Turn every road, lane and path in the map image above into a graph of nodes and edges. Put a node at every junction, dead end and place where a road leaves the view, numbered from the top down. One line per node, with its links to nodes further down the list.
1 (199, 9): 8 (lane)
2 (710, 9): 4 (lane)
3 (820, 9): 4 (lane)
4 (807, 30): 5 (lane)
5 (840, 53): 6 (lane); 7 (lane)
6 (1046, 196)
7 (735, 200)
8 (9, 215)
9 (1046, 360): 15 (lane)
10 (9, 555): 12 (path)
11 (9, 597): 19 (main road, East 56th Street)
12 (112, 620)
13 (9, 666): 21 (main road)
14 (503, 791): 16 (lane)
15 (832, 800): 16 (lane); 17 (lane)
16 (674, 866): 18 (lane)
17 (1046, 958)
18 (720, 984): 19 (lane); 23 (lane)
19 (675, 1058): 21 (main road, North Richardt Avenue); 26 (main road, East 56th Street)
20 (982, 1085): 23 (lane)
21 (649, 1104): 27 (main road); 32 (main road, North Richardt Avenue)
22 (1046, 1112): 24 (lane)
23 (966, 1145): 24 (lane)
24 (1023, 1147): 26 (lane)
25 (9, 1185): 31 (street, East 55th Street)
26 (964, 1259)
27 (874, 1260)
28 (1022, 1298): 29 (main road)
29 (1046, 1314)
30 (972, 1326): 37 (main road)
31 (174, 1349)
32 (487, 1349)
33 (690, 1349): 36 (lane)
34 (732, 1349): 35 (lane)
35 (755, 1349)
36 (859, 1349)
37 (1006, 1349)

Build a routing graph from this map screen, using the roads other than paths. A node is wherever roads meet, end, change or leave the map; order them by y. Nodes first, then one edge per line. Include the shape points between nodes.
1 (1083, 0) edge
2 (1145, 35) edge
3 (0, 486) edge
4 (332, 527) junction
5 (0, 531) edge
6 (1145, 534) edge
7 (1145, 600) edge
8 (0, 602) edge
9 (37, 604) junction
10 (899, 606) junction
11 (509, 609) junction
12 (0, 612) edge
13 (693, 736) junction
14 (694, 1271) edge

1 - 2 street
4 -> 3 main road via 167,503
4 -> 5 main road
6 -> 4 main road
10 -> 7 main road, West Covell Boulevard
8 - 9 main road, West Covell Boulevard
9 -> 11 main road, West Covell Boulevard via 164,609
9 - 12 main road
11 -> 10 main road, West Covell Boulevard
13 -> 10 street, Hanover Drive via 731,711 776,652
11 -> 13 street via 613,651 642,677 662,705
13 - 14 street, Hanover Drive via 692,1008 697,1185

> _PROBLEM TO WORK ON_
Could you restate every entry verbatim, please?

> _THE COMPLETED TASK_
Turn every road, lane and path in the map image above into a graph of nodes and edges. Put a node at every junction, dead end and place where a road leaves the view, numbered from the top down. One line per node, with its links to nodes further down the list.
1 (199, 9): 8 (lane)
2 (710, 9): 4 (lane)
3 (820, 9): 4 (lane)
4 (807, 30): 5 (lane)
5 (840, 53): 6 (lane); 7 (lane)
6 (1046, 196)
7 (735, 200)
8 (9, 215)
9 (1046, 360): 15 (lane)
10 (9, 555): 12 (path)
11 (9, 597): 19 (main road, East 56th Street)
12 (112, 620)
13 (9, 666): 21 (main road)
14 (503, 791): 16 (lane)
15 (832, 800): 16 (lane); 17 (lane)
16 (674, 866): 18 (lane)
17 (1046, 958)
18 (720, 984): 19 (lane); 23 (lane)
19 (675, 1058): 21 (main road, North Richardt Avenue); 26 (main road, East 56th Street)
20 (982, 1085): 23 (lane)
21 (649, 1104): 27 (main road); 32 (main road, North Richardt Avenue)
22 (1046, 1112): 24 (lane)
23 (966, 1145): 24 (lane)
24 (1023, 1147): 26 (lane)
25 (9, 1185): 31 (street, East 55th Street)
26 (964, 1259)
27 (874, 1260)
28 (1022, 1298): 29 (main road)
29 (1046, 1314)
30 (972, 1326): 37 (main road)
31 (174, 1349)
32 (487, 1349)
33 (690, 1349): 36 (lane)
34 (732, 1349): 35 (lane)
35 (755, 1349)
36 (859, 1349)
37 (1006, 1349)

Build a routing graph from this map screen, using the roads other than paths. A node is wherever roads meet, end, change or leave the map; order them by y. Nodes first, then one edge per line. Include the shape points between nodes.
1 (1083, 0) edge
2 (1145, 35) edge
3 (0, 486) edge
4 (332, 527) junction
5 (0, 531) edge
6 (1145, 534) edge
7 (1145, 600) edge
8 (0, 602) edge
9 (37, 604) junction
10 (899, 606) junction
11 (509, 609) junction
12 (0, 612) edge
13 (693, 736) junction
14 (694, 1271) edge

1 - 2 street
4 -> 3 main road via 167,503
4 -> 5 main road
6 -> 4 main road
10 -> 7 main road, West Covell Boulevard
8 - 9 main road, West Covell Boulevard
9 -> 11 main road, West Covell Boulevard via 164,609
9 - 12 main road
11 -> 10 main road, West Covell Boulevard
13 -> 10 street, Hanover Drive via 731,711 776,652
11 -> 13 street via 613,651 642,677 662,705
13 - 14 street, Hanover Drive via 692,1008 697,1185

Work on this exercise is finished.